As the days passed your morale quickly faulterd and your taste for the drink flourished. The small leather coin pouch that you had scavenged from the ruins of the cart tagged “Elwood’s Emporium” grew increasingly lighter by the day. Gems were swapped for tankards of grog and coins flowed through your hands with the greatest of ease.
Then there were those damned dice. You found them in the little satchel shortly after you hit town. Mixed amongst the glimmer and shine jewels and precious metals were seven distinctly shaped objects. Each with a different number of sides and engraved with numbers ranging from one to twenty.
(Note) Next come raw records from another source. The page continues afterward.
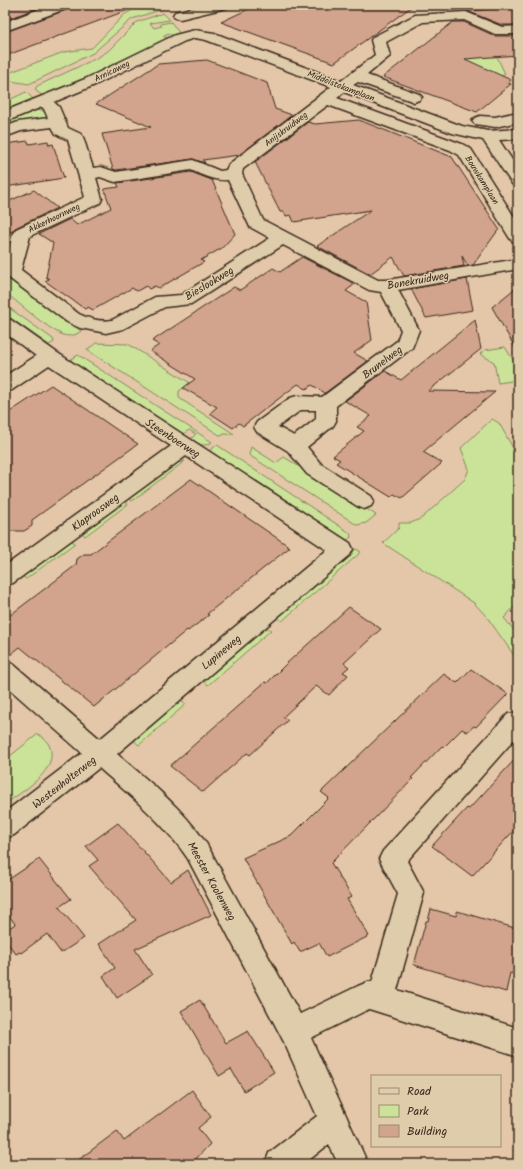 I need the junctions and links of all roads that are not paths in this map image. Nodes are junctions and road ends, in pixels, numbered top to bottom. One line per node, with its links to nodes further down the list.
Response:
1 (63, 5): 4 (street)
2 (221, 5): 3 (street)
3 (175, 10): 6 (street)
4 (5, 27)
5 (518, 30): 8 (street, Anijskruidweg)
6 (195, 34): 7 (street, Middelstekamplaan); 9 (street, Middelstekamplaan)
7 (180, 38): 11 (street, Arnicaweg)
8 (357, 76): 9 (street, Anijskruidweg); 12 (street, Middelstekamplaan)
9 (343, 87): 10 (street, Anijskruidweg); 17 (street, Middelstekamplaan)
10 (327, 98): 20 (street, Middelstekamplaan); 24 (street, Anijskruidweg)
11 (44, 102): 14 (street, Arnicaweg); 16 (street)
12 (430, 103)
13 (466, 116): 17 (street)
14 (5, 117)
15 (518, 117): 17 (street)
16 (58, 122): 18 (street); 23 (street)
17 (492, 129): 19 (street); 25 (street)
18 (5, 132)
19 (518, 134)
20 (456, 147): 26 (street, Bouwkamplaan)
21 (186, 148): 22 (street)
22 (193, 165): 23 (street); 24 (street)
23 (87, 174): 31 (street, Akkerhoornweg)
24 (234, 174): 27 (street)
25 (518, 181)
26 (518, 237)
27 (282, 238): 29 (street, Bonekruidweg); 31 (street, Bieslookweg)
28 (518, 264): 29 (street, Bonekruidweg)
29 (387, 286): 34 (street, Brunelweg)
30 (5, 324): 32 (street, Steenboerweg)
31 (86, 324)
32 (49, 356): 33 (street); 35 (street, Steenboerweg)
33 (5, 385)
34 (326, 404): 36 (street); 36 (street)
35 (185, 446): 38 (street, Steenboerweg); 39 (street, Klaproosweg)
36 (295, 446): 37 (street)
37 (364, 501)
38 (342, 549): 42 (street, Lupineweg)
39 (5, 577)
40 (5, 672): 42 (street, Westenholterweg)
41 (516, 721): 44 (street)
42 (100, 754): 43 (street, Westenholterweg); 45 (street, Meester Koolenweg)
43 (5, 827)
44 (381, 998): 45 (street); 46 (street)
45 (294, 1032): 47 (street, Meester Koolenweg)
46 (518, 1042)
47 (334, 1121): 48 (street); 49 (street, Meester Koolenweg)
48 (280, 1164)
49 (352, 1164)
These had proven a powerful evil in which you could not seem to overcome. One evening whilst draining a pint you found yourself enthralled by the tiny onyx game pieces. Grasping the seven stones above the hardwood table that had been holding you upright for the better part of the evening, and then releasing your grip allowing the enchanting little bits to tumble this way and that. The golden shimmer of the numbers and sleek black hue sparkling like the first morning sun. As you sat examining the results of one of your meaningless drops, you glanced up from your Ale hazed wonder to meet the gaze of a kindly looking old fellow watching intently.
“Some fine workmanship on those.” the thin white haired man said with a glint of admiration in his deeply set bloodshot eyes. “Have you ever played for coin?” You then informed this fine looking old gentleman with the big friendly smile that not only had you never played for coin, you in fact have no idea how to play the game at all.
Well wouldn’t you know that this saintly old soul in which you had been speaking happened to be somewhat of an expert on the subject, and out of the kindness of his gentle, completely unbiased, caring heart, he selflessly voluntered to teach you to roll the dice. For coin of course. “After all a game of dice isn’t a game of dice without coin.” He reassured you with a smile.
By the time you left Greyhawk on the night of the goblin attack, you had gambled, ate, or drank away everything but those cursed onyx devils. Including the leather chest piece that you had been wearing when you first hit town. The gentle little fellow with the friendly smile had raked you hard over a bed of coals.
He taught you the art of the roll. You were a natural. Hand after hand, it seemed that you couldn’t lose, that fateful night in that stuffy little canteen. One by one, roll after roll you watched as those sparkling gold bits began to stack higher and higher. It was incredible. As if some great wealth enchantment had been cast upon you. Greedily you cast the dice again and again.
Then your luck seemed to abandon you. The wonderful little stacks that had thrilled you in a deep hidden spot that only those with “the itch” can truly understand, were slowly depleting. Roll….you lose. Roll…another loss. Roll…winner. So on it went. Winning one in three if you were lucky. One in five or six more often then not. Soon the coins you had sat on the table were gone and you found yourself digging in your battered coin pouch for replacements.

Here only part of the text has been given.